Obama loses a cool billion on Citibank trade...

Discussion in 'Trading' started by ArkhamB, Jan 21, 2010.

  1. ArkhamB


    The next time you lose money on a trade and feel bad just think about this.

    Obama single-handedly cost the federal government 1.37 billion dollars today with his announcement. The gov still owns 25 billion worth of Citi common stock. Maybe the President should have closed his position in Citi before he opened his big mouth.
  2. Obama doesn't have a position in Citi, and he didn't cost the federal government anything. We the people have a position, and he cost us a billion.

    Everything else I agree with.
  3. ArkhamB


    LOL...no need to argue semantics :)
  4. How Bush sent $12bn in cash to Iraq. And watched it vanish

    Special flights brought in tonnes of banknotes which disappeared into the war zone

    An armed guard poses beside pallets of $100 bills in Baghdad. Almost $12bn in cash was spent by the US-led authority

    The US flew nearly $12bn in shrink-wrapped $100 bills into Iraq, then distributed the cash with no proper control over who was receiving it and how it was being spent.
    The staggering scale of the biggest transfer of cash in the history of the Federal Reserve has been graphically laid bare by a US congressional committee.

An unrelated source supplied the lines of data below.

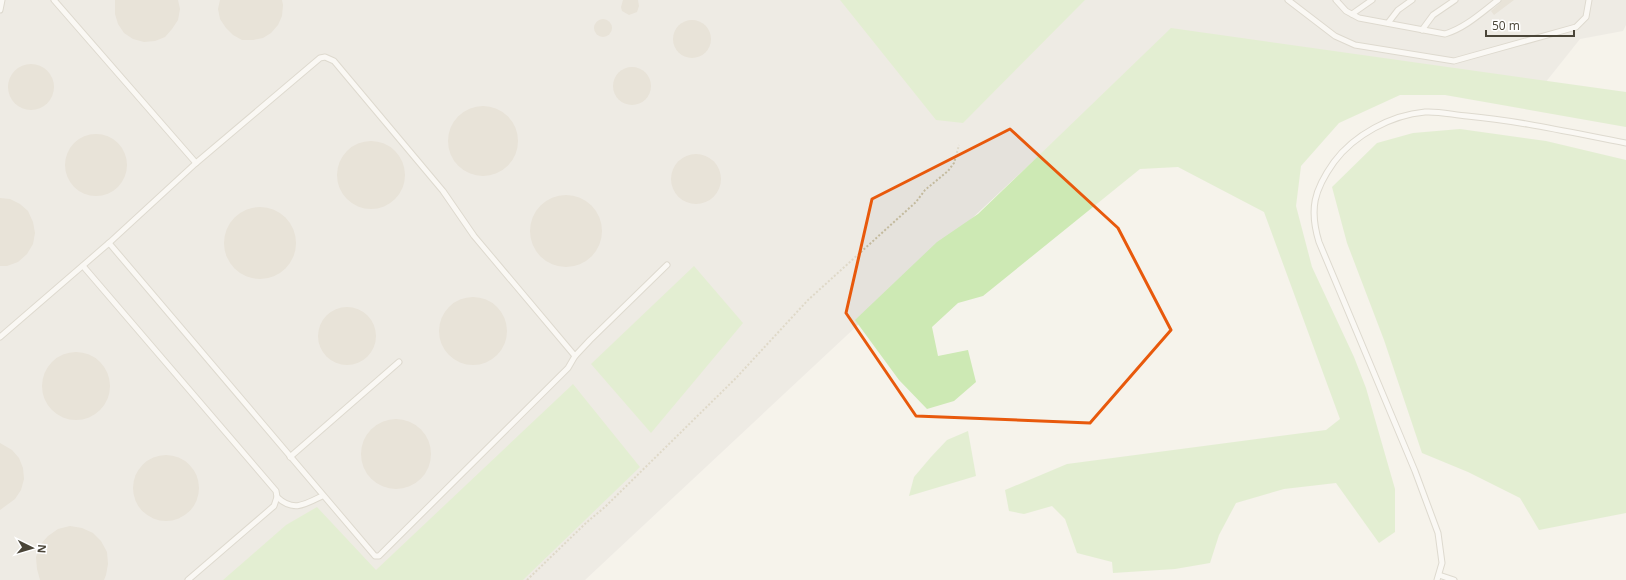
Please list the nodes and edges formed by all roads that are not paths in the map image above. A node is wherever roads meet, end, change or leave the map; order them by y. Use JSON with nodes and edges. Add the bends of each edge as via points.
{"nodes":[{"id":1,"x":2,"y":0,"type":"edge"},
{"id":2,"x":54,"y":0,"type":"edge"},
{"id":3,"x":1288,"y":0,"type":"edge"},
{"id":4,"x":1336,"y":0,"type":"edge"},
{"id":5,"x":1372,"y":0,"type":"edge"},
{"id":6,"x":1412,"y":0,"type":"edge"},
{"id":7,"x":1455,"y":0,"type":"edge"},
{"id":8,"x":1498,"y":0,"type":"edge"},
{"id":9,"x":1589,"y":0,"type":"edge"},
{"id":10,"x":0,"y":10,"type":"edge"},
{"id":11,"x":1352,"y":14,"type":"junction"},
{"id":12,"x":1388,"y":23,"type":"junction"},
{"id":13,"x":1422,"y":30,"type":"junction"},
{"id":14,"x":1626,"y":143,"type":"edge"},
{"id":15,"x":196,"y":163,"type":"junction"},
{"id":16,"x":109,"y":244,"type":"junction"},
{"id":17,"x":667,"y":265,"type":"dead end"},
{"id":18,"x":83,"y":266,"type":"junction"},
{"id":19,"x":0,"y":337,"type":"edge"},
{"id":20,"x":575,"y":356,"type":"junction"},
{"id":21,"x":399,"y":362,"type":"dead end"},
{"id":22,"x":290,"y":457,"type":"junction"},
{"id":23,"x":322,"y":496,"type":"junction"},
{"id":24,"x":276,"y":497,"type":"junction"},
{"id":25,"x":1438,"y":577,"type":"edge"},
{"id":26,"x":188,"y":580,"type":"edge"},
{"id":27,"x":1454,"y":580,"type":"edge"}],
"edges":[{"from":1,"to":10,"type":"lane"},
{"from":2,"to":15,"type":"lane"},
{"from":3,"to":9,"type":"lane","via":[[1335,36],[1355,45],[1454,61],[1576,27],[1586,17]]},
{"from":4,"to":11,"type":"lane"},
{"from":5,"to":11,"type":"lane"},
{"from":6,"to":12,"type":"lane","via":[[1398,10]]},
{"from":7,"to":13,"type":"lane","via":[[1433,15]]},
{"from":8,"to":13,"type":"lane","via":[[1456,30],[1445,34]]},
{"from":11,"to":12,"type":"lane","via":[[1359,18]]},
{"from":12,"to":13,"type":"lane"},
{"from":14,"to":25,"type":"lane","via":[[1528,124],[1426,112],[1386,122],[1359,138],[1339,156],[1322,178],[1315,196],[1314,226],[1318,242],[1415,471],[1438,533],[1442,563]]},
{"from":15,"to":16,"type":"lane"},
{"from":15,"to":20,"type":"lane","via":[[320,58],[329,59],[443,191],[474,236]]},
{"from":16,"to":18,"type":"lane"},
{"from":16,"to":22,"type":"lane"},
{"from":17,"to":20,"type":"lane"},
{"from":18,"to":19,"type":"lane"},
{"from":18,"to":24,"type":"lane","via":[[276,491]]},
{"from":20,"to":23,"type":"lane","via":[[562,374],[379,556],[369,551]]},
{"from":21,"to":22,"type":"lane"},
{"from":22,"to":23,"type":"lane"},
{"from":23,"to":24,"type":"lane","via":[[307,503],[291,506]]},
{"from":24,"to":26,"type":"lane","via":[[274,506]]},
{"from":25,"to":27,"type":"lane"}]}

    In the year after the invasion of Iraq in 2003 nearly 281 million notes, weighing 363 tonnes, were sent from New York to Baghdad for disbursement to Iraqi ministries and US contractors. Using C-130 planes, the deliveries took place once or twice a month with the biggest of $2,401,600,000 on June 22 2004, six days before the handover.

    Details of the shipments have emerged in a memorandum prepared for the meeting of the House committee on oversight and government reform which is examining Iraqi reconstruction. Its chairman, Henry Waxman, a fierce critic of the war, said the way the cash had been handled was mind-boggling. "The numbers are so large that it doesn't seem possible that they're true. Who in their right mind would send 363 tonnes of cash into a war zone?"

    The memorandum details the casual manner in which the US-led Coalition Provisional Authority disbursed the money, which came from Iraqi oil sales, surplus funds from the UN oil-for-food programme and seized Iraqi assets.

    "One CPA official described an environment awash in $100 bills," the memorandum says. "One contractor received a $2m payment in a duffel bag stuffed with shrink-wrapped bundles of currency. Auditors discovered that the key to a vault was kept in an unsecured backpack.

    "They also found that $774,300 in cash had been stolen from one division's vault. Cash payments were made from the back of a pickup truck, and cash was stored in unguarded sacks in Iraqi ministry offices. One official was given $6.75m in cash, and was ordered to spend it in one week before the interim Iraqi government took control of Iraqi funds."

    The minutes from a May 2004 CPA meeting reveal "a single disbursement of $500m in security funding labelled merely 'TBD', meaning 'to be determined'."

    The memorandum concludes: "Many of the funds appear to have been lost to corruption and waste ... thousands of 'ghost employees' were receiving pay cheques from Iraqi ministries under the CPA's control. Some of the funds could have enriched both criminals and insurgents fighting the United States."

    According to Stuart Bowen, the special inspector general for Iraq reconstruction, the $8.8bn funds to Iraqi ministries were disbursed "without assurance the monies were properly used or accounted for". But, according to the memorandum, "he now believes that the lack of accountability and transparency extended to the entire $20bn expended by the CPA".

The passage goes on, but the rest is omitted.